As consumer end-users at the store, we don’t have to think about these things. We just see a number on a tag. If it’s low, we’re happy, because we don’t have to pay very much. But sometimes we end up paying in the long run, a lot more than we think. And certainly someone out there is paying for it, and it’s not the companies making and selling goods.

Consider further the subsidies (direct and indirect) that government hands down to business, often through rather corrupt or at least unfair methods (“corporate welfare”). Even subsidies for farmers have ended up benefiting large corporations more than small family farms. All of these subsidies are tax money paid by the public (a cost to you and me) which profit the private businesses.

It’s only by considering the externalities involved in the process of getting goods on store shelves that we begin to comprehend the real price behind those items. They are not as cheap as they appear. (Prof Richard Robbins at SUNY provides a partial case study of cost externalization in the example of the sugar that goes into Twinkies).

For a broader and quicker picture, The Story of Stuff is a great 20-minute video about the whole process of goods, from harvesting resources and making things to selling/consuming them and finally throwing them out. (As with anything, treat the claims to due skepticism, but do note the site provides sources for claims in the video).

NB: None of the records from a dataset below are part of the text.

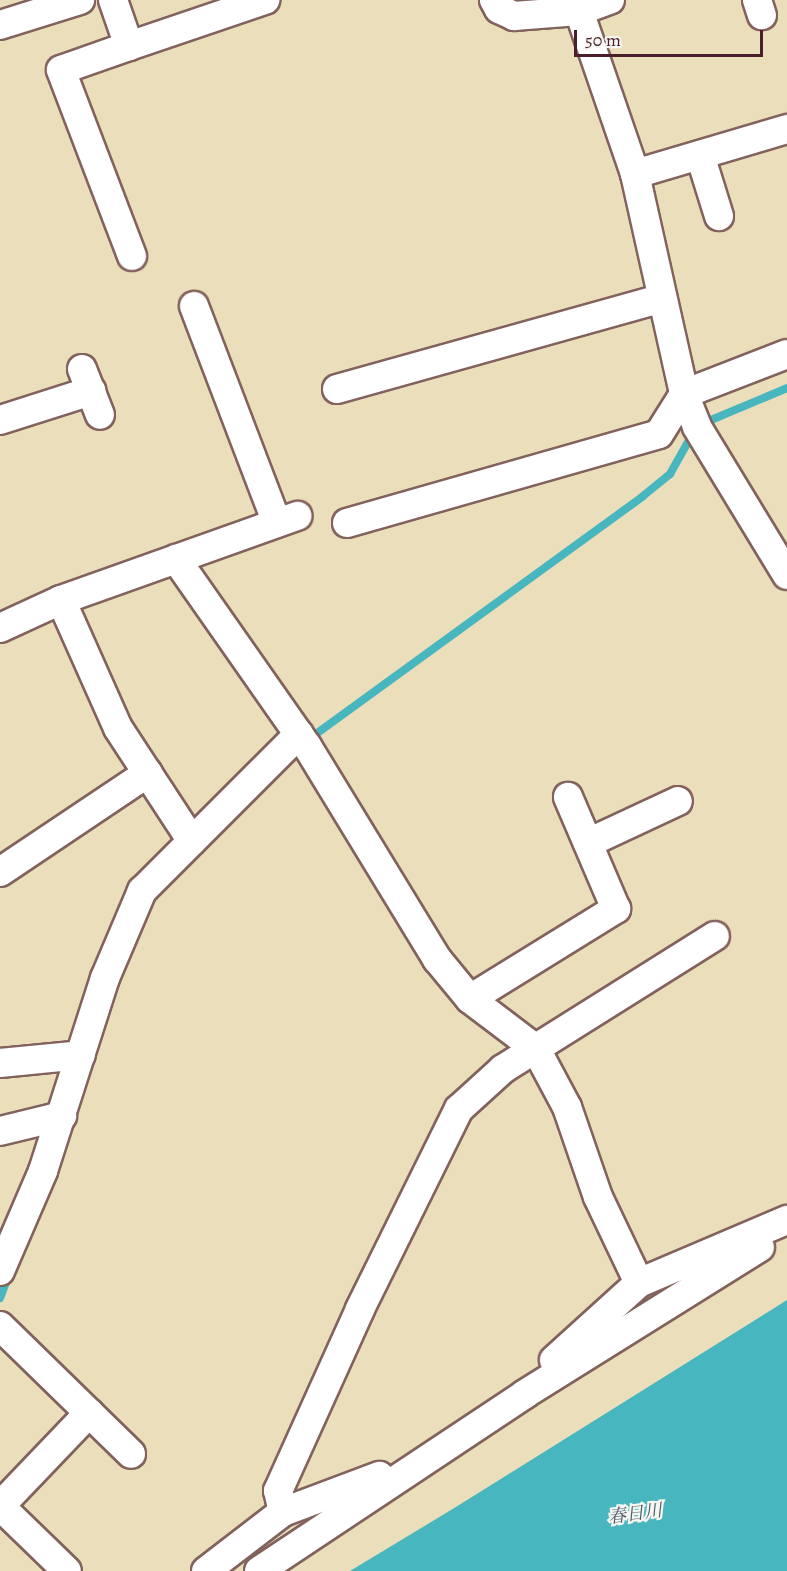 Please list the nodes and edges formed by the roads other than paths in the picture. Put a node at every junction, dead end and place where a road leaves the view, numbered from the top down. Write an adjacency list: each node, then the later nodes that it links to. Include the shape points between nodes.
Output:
1 (80, 0): 7 (street)
2 (113, 0): 8 (street)
3 (265, 0): 8 (street)
4 (494, 0): 6 (street, via 499,9 514,16)
5 (610, 0): 6 (street)
6 (579, 11): 11 (street)
7 (0, 25)
8 (129, 46): 13 (street, via 61,70)
9 (787, 129): 10 (street)
10 (700, 155): 11 (street); 12 (street)
11 (635, 174): 14 (street)
12 (719, 216)
13 (132, 256)
14 (662, 298): 17 (street); 19 (street)
15 (194, 306): 22 (street, via 287,520)
16 (787, 354): 19 (street)
17 (337, 389)
18 (91, 391): 20 (street)
19 (684, 394): 21 (street, via 658,434); 23 (street, via 697,427)
20 (0, 420)
21 (347, 523)
22 (176, 559): 24 (street); 26 (street)
23 (787, 574)
24 (60, 600): 25 (street); 27 (street, via 118,729)
25 (1, 624)
26 (299, 734): 30 (street); 34 (street, via 437,959)
27 (148, 773): 30 (street); 32 (street)
28 (568, 797): 31 (street)
29 (678, 801): 31 (street)
30 (192, 841): 36 (street, via 142,891 105,978)
31 (588, 843): 34 (street, via 616,909)
32 (0, 872)
33 (715, 936): 35 (street)
34 (470, 999): 35 (street)
35 (536, 1049): 44 (street, via 567,1107 598,1197); 51 (street, via 478,1088 444,1134 278,1491)
36 (81, 1055): 37 (street); 38 (street)
37 (0, 1063)
38 (62, 1116): 39 (street); 41 (street)
39 (0, 1131)
40 (787, 1221): 44 (street)
41 (10, 1227): 43 (street)
42 (787, 1230): 46 (street)
43 (0, 1270)
44 (639, 1283): 46 (street, via 532,1379)
45 (0, 1326): 47 (street)
46 (525, 1394): 49 (street)
47 (89, 1413): 48 (street); 50 (street)
48 (131, 1454)
49 (424, 1460): 51 (street); 54 (street)
50 (0, 1506): 52 (street)
51 (283, 1512): 53 (street)
52 (67, 1571)
53 (206, 1571)
54 (259, 1571)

According to the video, only about 1% of things we purchase are still in use six months later. The other 99% of our stuff is in the trash bin within half a year. As the video mentions, part of this comes from planned obsolescence (disposable razors, disposable drink bottles, etc.) and perceived obsolescence (out-of-fashion). Yet a lot of it comes from just being trained into wastefulness because we have so much money in the U.S. and things are so cheap (at least according to their overt price tags) that it becomes natural just to throw out what you don’t want anymore. Once it leaves our curb, we don’t think about it again.

The video also states that about seventy cans of garbage are created earlier in the process of making goods for every one can you haul to the curb. Imagine if we saw all of that sitting on the shelf behind the products we buy, and had to viscerally process the fact that so much waste was involved in getting that product there. Would our little consumerist splurges (some people attest to the psychological boost of “shopping therapy”) be so easy to make if we weren’t thinking only of the numbers on the price tag?

It’s hard to imagine the amount of waste we casually create in the U.S. every day, but an artist named Chris Jordan has come up with a creative way to help us visualize it. His site has examples of large artworks made up of vast numbers of smaller pieces (e.g. “106,000 aluminum cans, the number used in the U.S. every thirty seconds” or “60,000 plastic bags, the number used in the U.S. every five seconds”). Seeing the pictures might help make the numbers more real. And then all that waste just seems insane — but then it’s easy to create all this waste when things are so cheap (hence disposable).

The take-home message here is that your money goes as far as it does because someone is paying the externalized costs behind those cheap items. Whether the hidden costs are getting paid by you, by your government (i.e. you via taxes), by some Chinese kid working in unsafe conditions for pennies a day, or by everyone in the whole ecosystem (in the case of mass pollution) — regardless, someone is paying those hidden costs, and it isn’t the corporations profiting off of the sale.